Mit der Klage verfolgten die Kläger ihren Anspruch auf Koste­n­er­stattung weiter. Das Verwal­tungs­gericht gab der Klage statt. Das Oberver­wal­tungs­gericht bestätigte diese Entscheidung und wies die Berufung der Stadt zurück. Die Kläger hätten einen Anspruch auf Übernahme der Kosten für den Besuch des Waldorf­kin­der­gartens. Nach dem rheinland-pfälzischen Kinder­ta­gess­tät­ten­gesetz hätten Kinder vom vollendeten zweiten Lebensjahr bis zum Schuleintritt Anspruch auf Erziehung, Bildung und Betreuung im Kindergarten, wobei der Besuch des Kindergartens beitragsfrei sei. Das Jugendamt habe zu gewährleisten, dass für jedes Kind rechtzeitig ein Kinder­gar­tenplatz in zumutbarer Entfernung zur Verfügung stehe. Werde dieser Anspruch nicht erfüllt, bestehe nach der vom Bundes­ver­wal­tungs­gericht bestätigten Rechtsprechung des Oberver­wal­tungs­ge­richts ein Anspruch auf Ersatz der Aufwendungen für einen selbst­be­schafften Platz in einem privaten Kindergarten, wenn der Träger der öffentlichen Jugendhilfe vor der Selbst­be­schaffung über den Bedarf an einem Kinder­gar­tenplatz in Kenntnis gesetzt worden sei und die Deckung des Bedarfs keinen zeitlichen Aufschub geduldet habe.
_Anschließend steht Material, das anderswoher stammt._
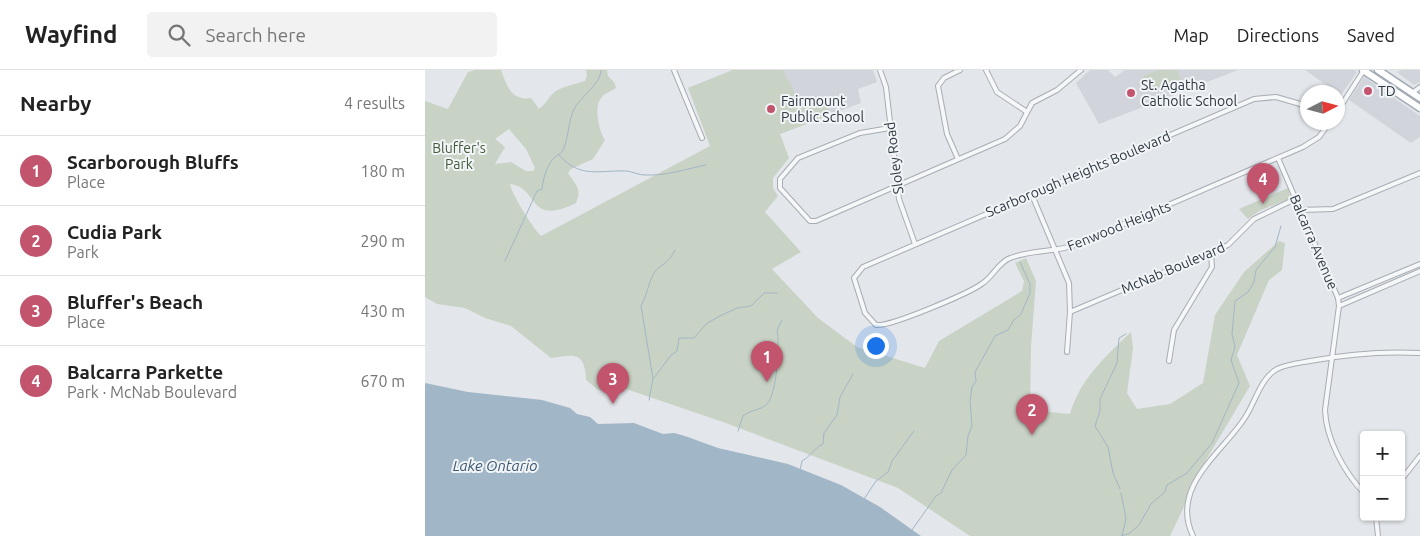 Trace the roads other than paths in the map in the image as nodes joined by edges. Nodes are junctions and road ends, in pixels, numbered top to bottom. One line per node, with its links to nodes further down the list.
1 (674, 70): 17 (street)
2 (880, 70): 15 (street, Sloley Road)
3 (960, 70): 19 (street)
4 (986, 70): 14 (street)
5 (1081, 70): 14 (street)
6 (1363, 70): 11 (street); 13 (main road)
7 (1378, 70): 9 (main road)
8 (1420, 87): 9 (street)
9 (1411, 93): 10 (main road)
10 (1420, 98)
11 (1345, 99)
12 (1300, 104): 22 (street, Scarborough Heights Boulevard)
13 (1420, 108)
14 (1027, 112): 19 (street)
15 (891, 128): 21 (street, Sloley Road); 21 (street)
16 (1324, 130): 18 (street, Fenwood Heights)
17 (702, 138)
18 (1278, 158): 23 (street, Balcarra Avenue); 26 (street, Fenwood Heights)
19 (958, 159): 21 (street)
20 (1420, 172): 24 (street)
21 (897, 186): 25 (street, Sloley Road)
22 (1031, 195): 25 (street, Scarborough Heights Boulevard); 26 (street)
23 (1295, 199): 24 (street, Balcarra Avenue); 27 (street, McNab Boulevard)
24 (1300, 210): 30 (street, Balcarra Avenue)
25 (915, 244): 33 (street, Scarborough Heights Boulevard)
26 (1056, 250): 32 (street); 33 (street, Fenwood Heights)
27 (1211, 253): 32 (street, McNab Boulevard); 37 (street)
28 (1420, 264): 30 (street)
29 (1420, 271): 31 (street)
30 (1338, 298): 31 (street, Balcarra Avenue)
31 (1339, 306): 36 (street, Balcarra Avenue)
32 (1070, 312): 34 (street)
33 (876, 325)
34 (1067, 352)
35 (1420, 353): 36 (street)
36 (1332, 357): 40 (street, Balcarra Avenue); 42 (street)
37 (1169, 361)
38 (1420, 456): 39 (street)
39 (1404, 476)
40 (1360, 486)
41 (1376, 521): 43 (street)
42 (1193, 536)
43 (1378, 536) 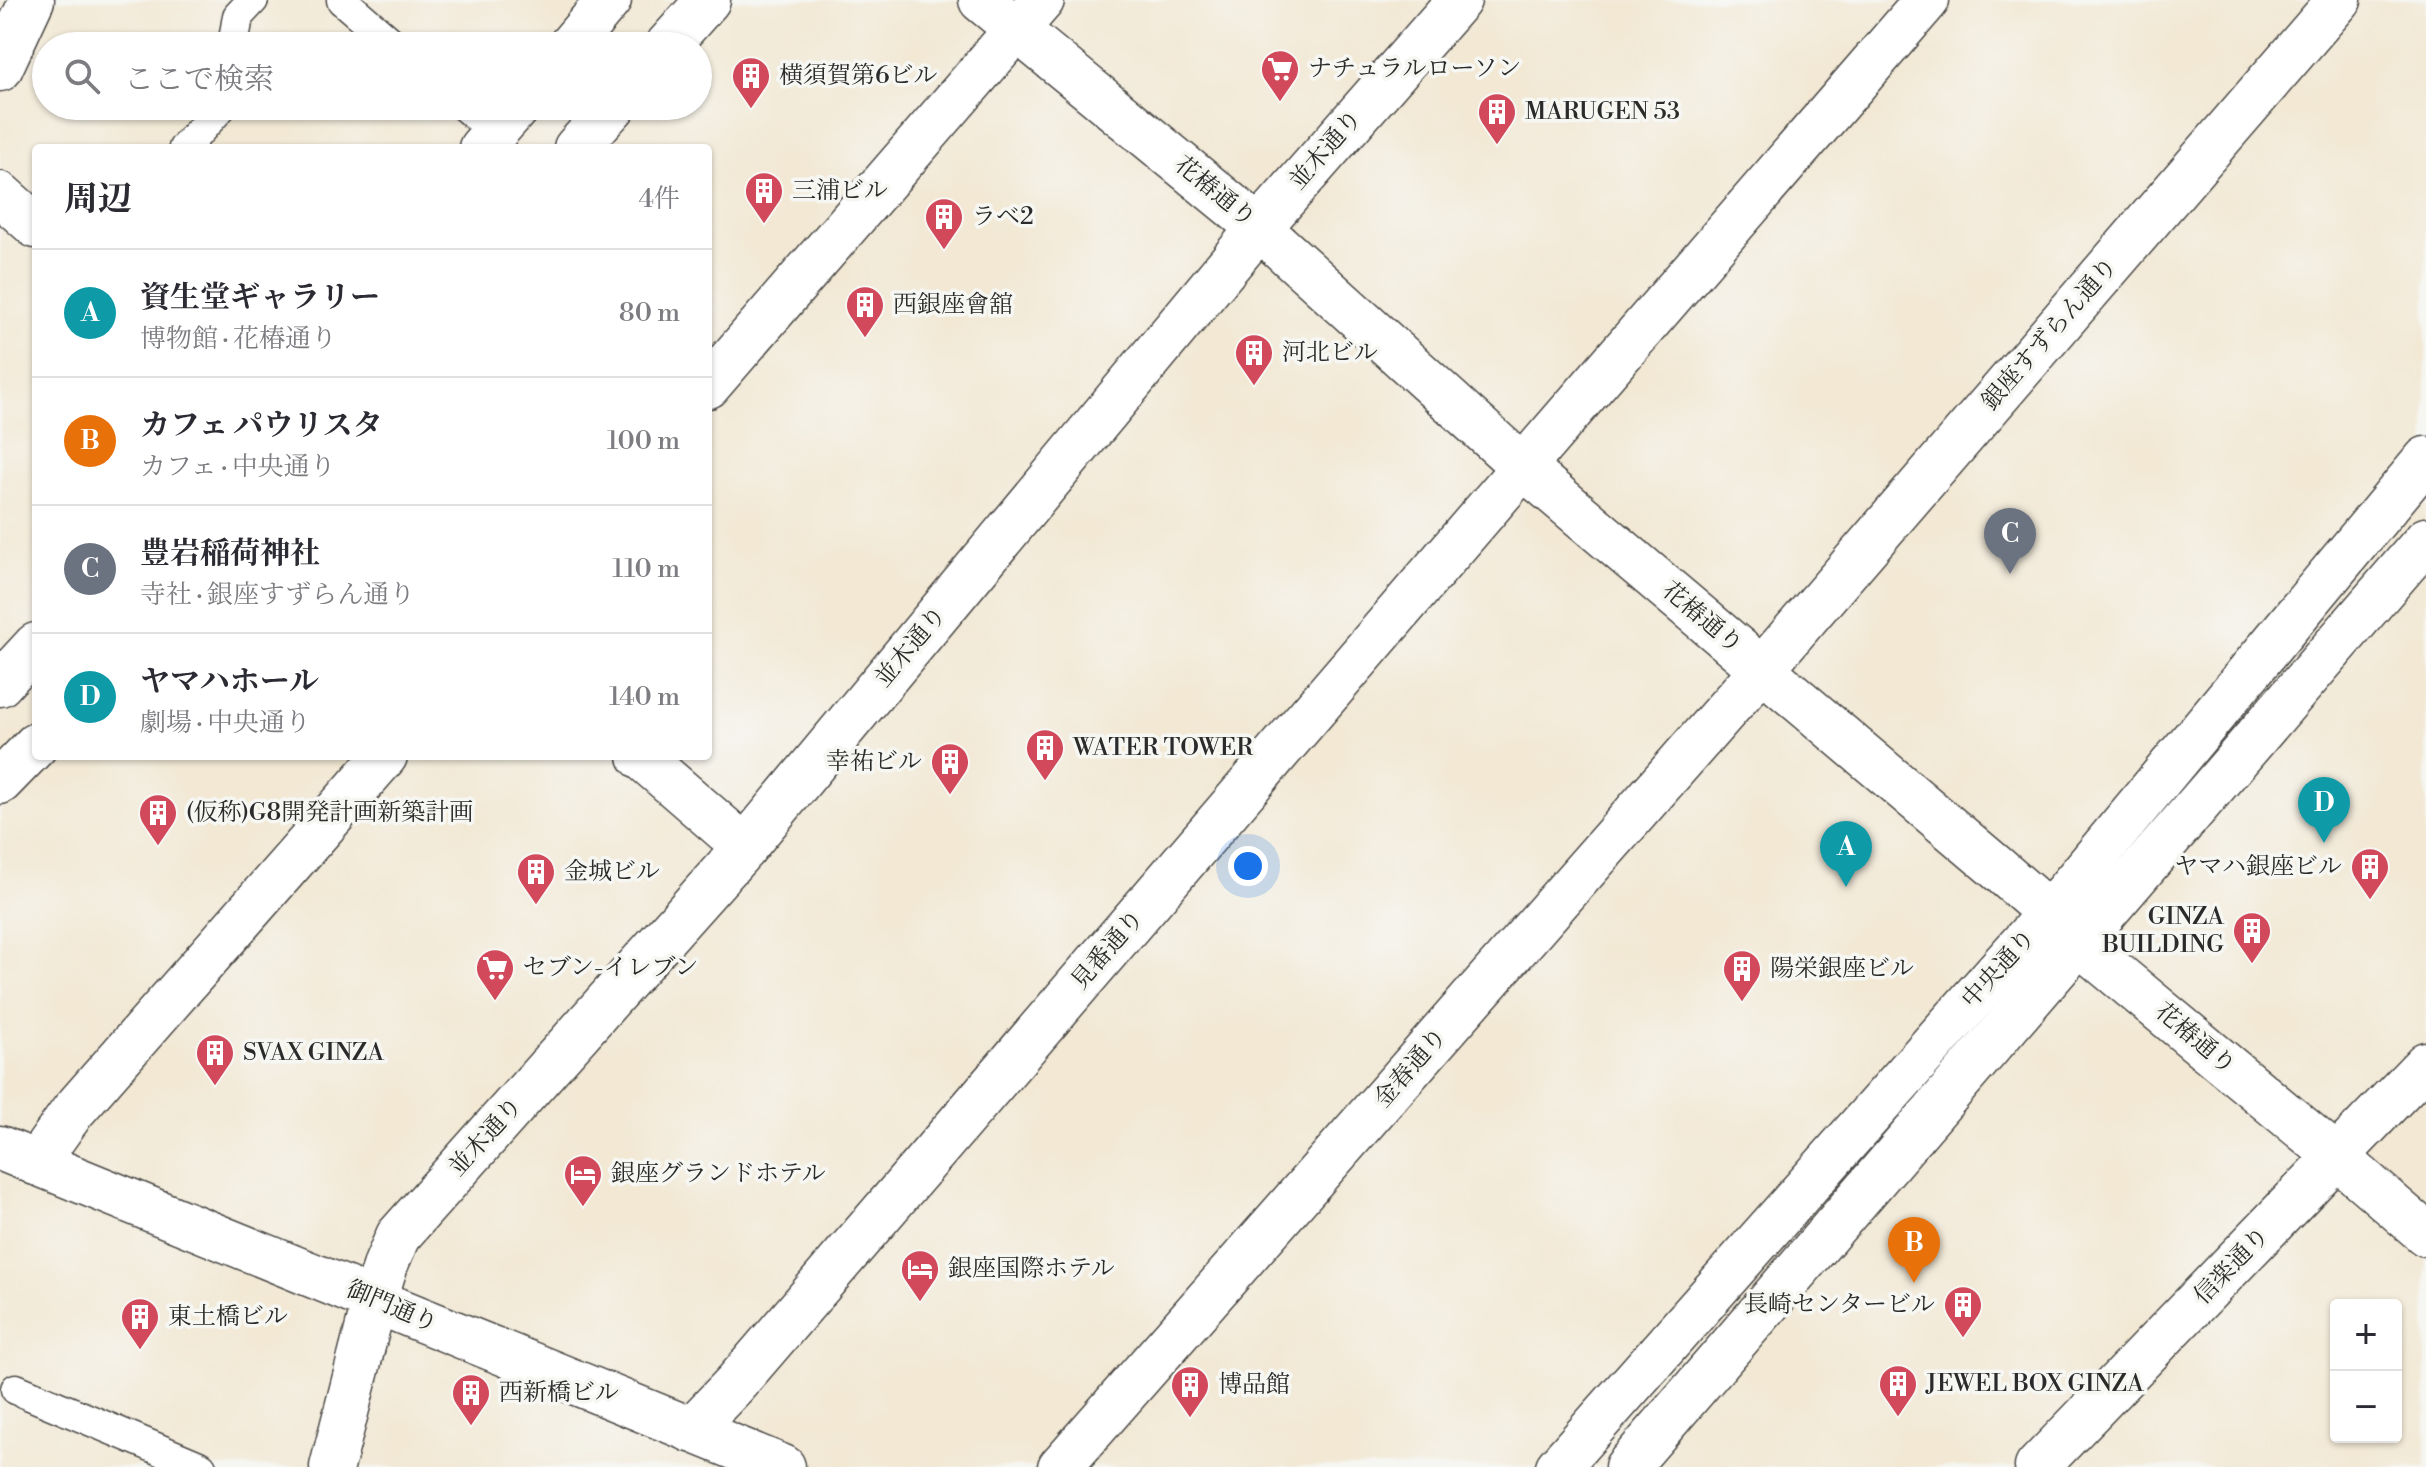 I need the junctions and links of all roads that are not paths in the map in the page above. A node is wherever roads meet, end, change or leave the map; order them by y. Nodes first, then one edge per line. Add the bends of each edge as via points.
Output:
1 (32, 0) edge
2 (253, 0) edge
3 (342, 0) edge
4 (609, 0) edge
5 (708, 0) edge
6 (981, 0) edge
7 (1459, 0) edge
8 (1927, 0) edge
9 (2339, 0) edge
10 (1029, 15) edge
11 (235, 32) edge
12 (379, 32) edge
13 (582, 32) edge
14 (679, 32) edge
15 (0, 69) edge
16 (209, 120) edge
17 (601, 120) edge
18 (188, 144) edge
19 (580, 144) edge
20 (0, 194) edge
21 (32, 222) edge
22 (1259, 228) junction
23 (712, 381) edge
24 (2426, 459) edge
25 (1523, 467) junction
26 (2426, 540) edge
27 (32, 649) edge
28 (1762, 669) junction
29 (0, 684) edge
30 (32, 749) edge
31 (381, 760) edge
32 (645, 760) edge
33 (0, 782) edge
34 (745, 847) junction
35 (2049, 913) junction
36 (2080, 944) junction
37 (2426, 1064) edge
38 (18, 1156) edge
39 (2337, 1157) junction
40 (2426, 1234) edge
41 (375, 1299) junction
42 (16, 1389) dead end
43 (691, 1430) junction
44 (201, 1467) edge
45 (332, 1467) edge
46 (783, 1467) edge
47 (1060, 1467) edge
48 (1558, 1467) edge
49 (1627, 1467) edge
50 (2037, 1467) edge

1 - 15 main road
2 - 11 lane via 238,16
3 - 12 lane
4 - 13 main road
5 - 14 main road
6 - 10 main road, 花椿通り
7 - 22 main road, 並木通り
8 - 25 main road, 見番通り
9 - 28 main road, 銀座すずらん通り
10 - 22 main road, 花椿通り
10 - 23 main road
16 - 18 lane
17 - 19 main road
20 - 21 main road
22 - 25 main road, 花椿通り
22 - 34 main road, 並木通り
24 - 35 main road, 中央通り
25 - 28 main road, 花椿通り
25 - 43 main road, 見番通り
26 - 36 main road, 中央通り
27 - 29 main road
28 - 35 main road, 花椿通り
28 - 47 main road, 金春通り
30 - 33 main road
31 - 38 main road via 73,1111
32 - 34 main road
34 - 41 main road, 並木通り via 398,1236
35 - 36 main road, 花椿通り
35 - 48 main road, 中央通り
36 - 39 main road, 花椿通り
36 - 49 main road, 中央通り
37 - 39 main road, 信楽通り
38 - 41 main road, 御門通り
39 - 40 main road, 花椿通り
39 - 50 main road, 信楽通り
41 - 43 main road, 御門通り
41 - 45 main road, 並木通り
42 - 44 lane
43 - 46 main road, 御門通り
Eltern hätten Plätze im Waldorf­kin­dergaten ohne Zahlung der geforderten "Mitglieds­beiträge" nicht erhalten

Diese Voraussetzungen seien im Fall der Kläger erfüllt. Denn die Beklagte habe den Klägern keine Kinder­gar­ten­plätze zur Verfügung stellen können und die Kläger selbst hätten nur zwei nicht kostenfreie Plätze im Waldorf­kin­der­garten ausfindig machen können. Aus dem Kinder­ta­gess­tät­ten­gesetz ergebe sich ein Anspruch auf einen kostenfreien Kinder­gar­tenplatz, für den die Eltern nichts bezahlen müssen. Dieser Anspruch sei durch den Besuch des Waldorf­kin­der­gartens nicht erfüllt worden. Zwar hätten die Eltern der Kläger für den Besuch des Kindergartens als solchen keine Beiträge zu entrichten. Ohne die Zahlung der geforderten "Mitglieds­beiträge" hätten sie die Plätze aber nicht erhalten. Insofern sei der Besuch des Waldorf­kin­der­gartens nicht kostenfrei. Es könne daher auch keine Rede davon sein, dass die Eltern freiwillig statt Plätze in einem kostenfreien kommunalen Kindergarten Plätze im Waldorf­kin­der­garten - etwa wegen der besonderen Pädago­gi­kaus­richtung - gewählt hätten und daher bereit gewesen seien, die vom Beigeladenen dafür verlangten Mitglieds­beiträge zu bezahlen. Soweit die beklagte Stadt darauf hinweise, dass der Waldorf­kin­der­garten von ihr und vom Land Rheinland-Pfalz bezuschusst werde, ändere dies nichts daran, dass der Waldorf­kin­der­garten e.V. als Träger der freien Jugendhilfe zur Finanzierung des von ihm aufzubringenden Anteils an den Personalkosten sowie der von ihm aufzubringenden Sachkosten Mitglieds­beiträge erheben müsse.